I just heard myself saying to myself, “Maybe you’ve taken on too much with this book.” Maybe I have. Maybe I can’t learn the things I need to know to do this story justice. Maybe… and then I stopped. I reminded myself that I want to tell this story, this particular story because I believe it’s important. And I reminded myself that two years ago I didn’t know enough to know to ask the questions I’m asking now.

My intention has been clear from the beginning. I want this. I want this enough to work this hard at learning the craft. I’ve learned to ignore some input and some teachings and to embrace others. I’ve done virtually nothing but learn and practice and learn and practice. I tell myself, “This isn’t math. You can do it!”

So this week I’m going to take you back to the second week topic and ask you to review your intention to create. Are you any further along than you were six months ago? Does it matter to you?

How Serious Are You?

On a scale of 1 to 10, 10 being I’m all in!, where are you as we start this week and is it where you want to be?  Where you imagined yourself to be?

Pick Your Battles.

Everything we do that we do well requires some time and effort. Time and energy can be the two strongest forces working against us as we age. Can we ignore our obstacles? By this time in life, I think we’ve all come to realize that the adage, pick your battles, has real meaning.

I’ve always been a nap taker. On the days that I did not allow myself the luxury of an afternoon snooze, I felt restless and less focused. Rather than fight my nature, I succumbed and am much happier and more productive for giving in.

My husband listens patiently to my babblings about what I’m writing or what I’m painting. He’s supportive but not engaged in my enthusiasm. I had to seek out other creatives who would share my excitement. Rather than fight with my husband over my disappointments, I accept what he offers and appreciate him for who he is.

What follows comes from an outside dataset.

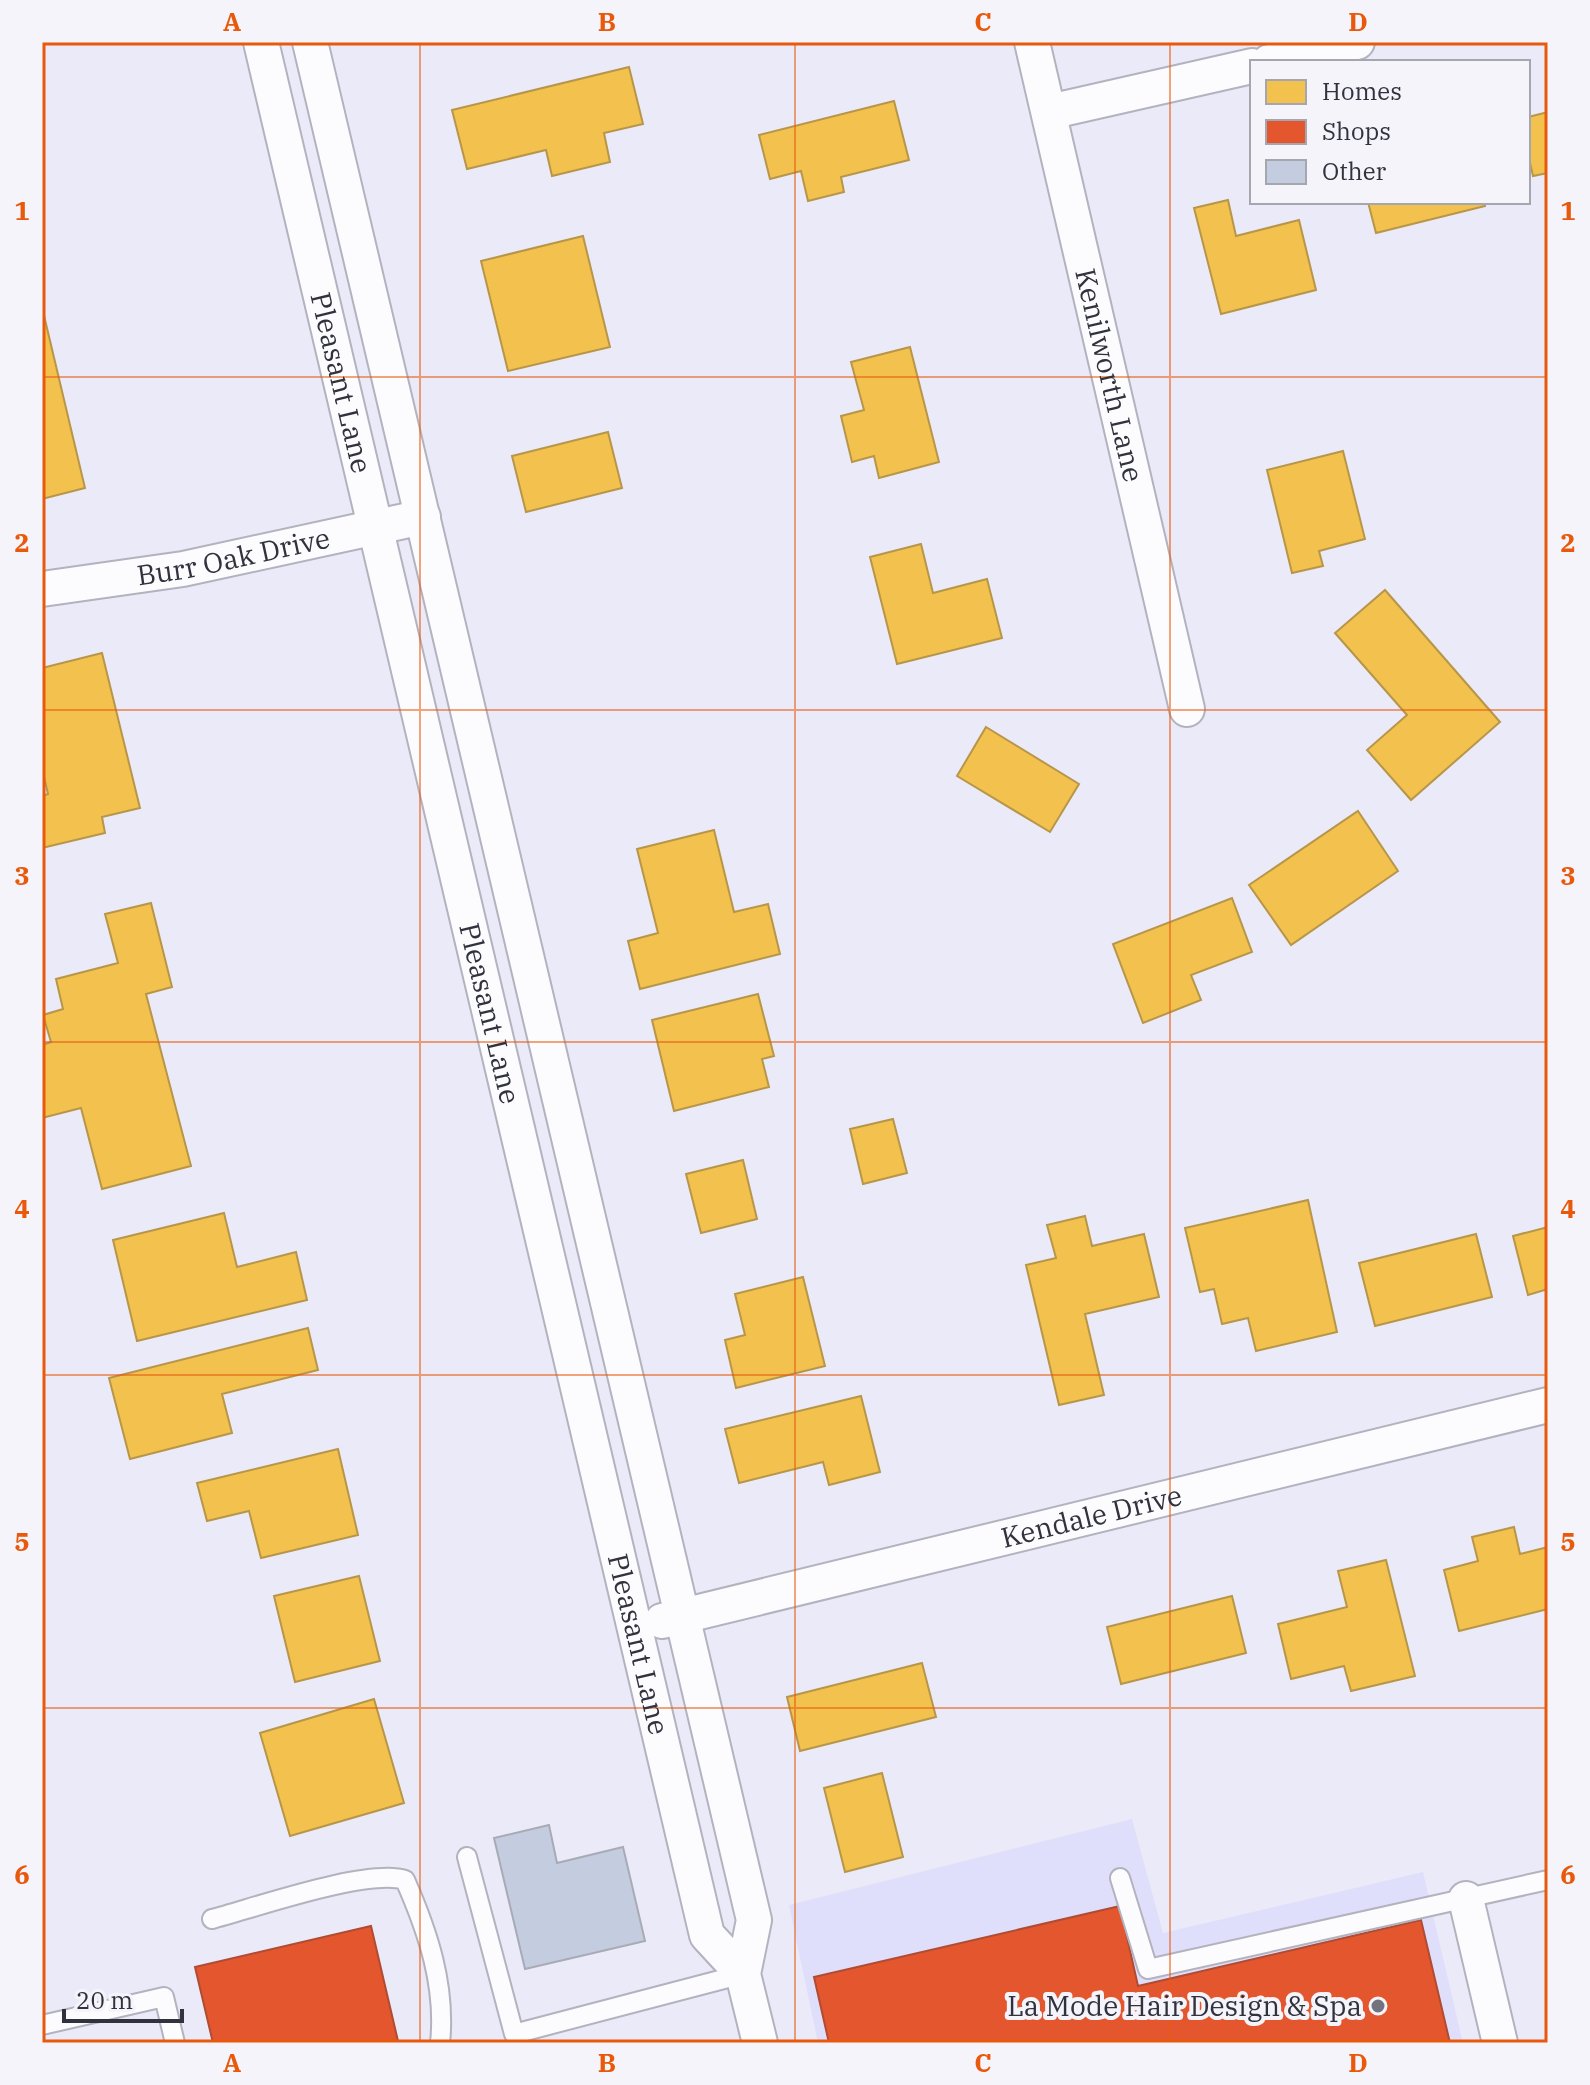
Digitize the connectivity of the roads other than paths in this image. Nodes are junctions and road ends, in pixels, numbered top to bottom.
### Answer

I have friends who are challenged by mobility and other health-related issues. They’ve had to accept their physical limitations but that doesn’t mean restrictions on their creative dreams. Tools at hand, inspiring videos and a willingness to embrace the freedoms a creative spirit affords, keeps the artist alive and busy finding new ways to accommodate first the artist, then the limitations.

Finding the time to work.

I found that I accomplished the most writing in the early morning. Fresh from sleep and dreams, I hit the computer keyboard and pound out the words. After about an hour, I have to take a break and walk around a little, feed the dog, have some coffee or tea. So I learned to set alarms on my phone to reflect my way of working.

I officially start work at 9 o’clock in the morning. I may be up at 4 or 5 and been writing and musing and planning. But by 8 a.m., I need to be showered and dressed and prepared for work as if I had an office to get to. It took me six months of retirement to realize that I work best with a schedule. So I created one. By following a schedule I found my level of commitment to the work was rewarded with pages written and paintings painted and boundless satisfaction and self-appreciation!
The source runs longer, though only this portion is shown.